Son cachot était un carré presque parfait, aux murs aussi froids que le sol, un plafond bien trop haut et caché par plusieurs poutres qui traversaient la pièce d'un mur à l'autre. Il était visiblement sous le toit pointu de la plus haute tour du manoir de Voldemort.

Mais ce qui le terrifiait, c'était cette fabuleuse décoration promise par son maître. Sur un des quatre murs, une impressionnante collection de couteaux et de lames en tout genre avait été soigneusement fixée. Du plus petit couteau de cuisine au grand sabre oriental, en passant par toute la gamme des boucheries les plus renommées : tout s'y trouvait, reluisait, éclatait de propreté, presque… attirant.

Deux cordes avaient été accrochées à deux poutres différentes.

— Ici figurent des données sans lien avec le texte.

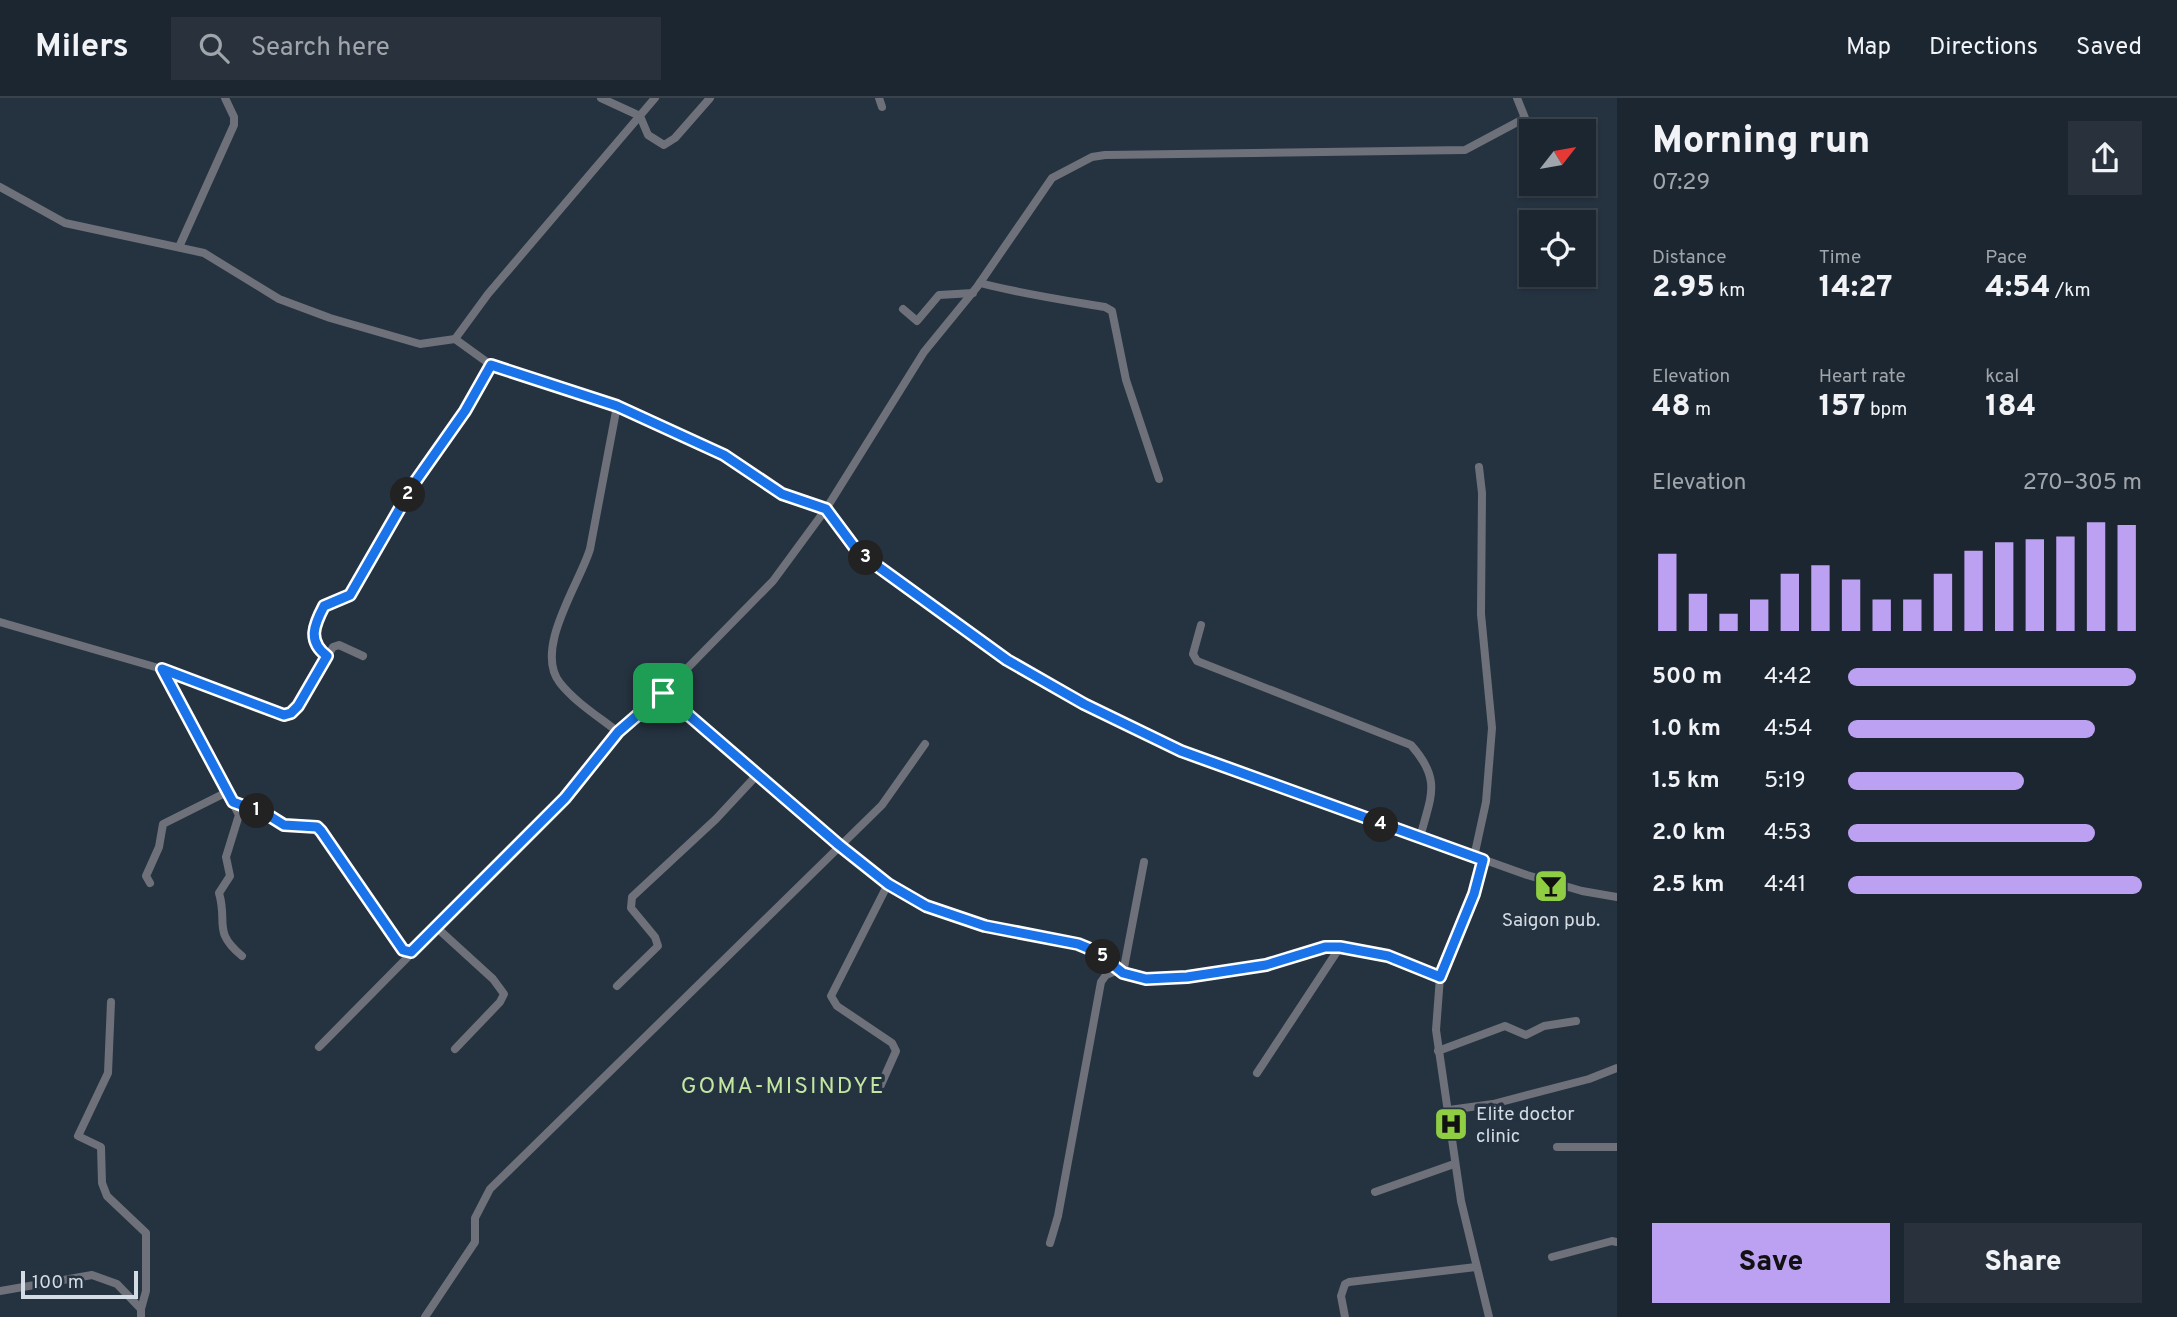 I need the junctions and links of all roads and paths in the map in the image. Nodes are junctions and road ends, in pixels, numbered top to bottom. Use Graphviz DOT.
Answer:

Au bout de ces cordes, des nœuds tout prêts n'attendaient qu'un cou pour se resserrer. Dans un coin, à l'opposé de la porte, deux tabourets avaient été empilés, en attendant…

Le froid et le vent qui s'engouffraient, provenaient d'une grande ouverture sans carreau ni volet. Un simple trou, en somme, fait dans un autre mur. Draco se leva lentement et s'approcha du bord en traînant les pieds. Un simple coup d'œil à l'extérieur lui donna le tournis. A plus d'une trentaine de mètres en contrebas, six rangées de piquets acérés l'attendaient, plantés dans le sol boueux.

Le jeune homme se laissa glisser contre le mur, sous la fenêtre et ferma les yeux de terreur : Voldemort l'avait enfermé dans un cachot… pour qu'il se suicide lui-même.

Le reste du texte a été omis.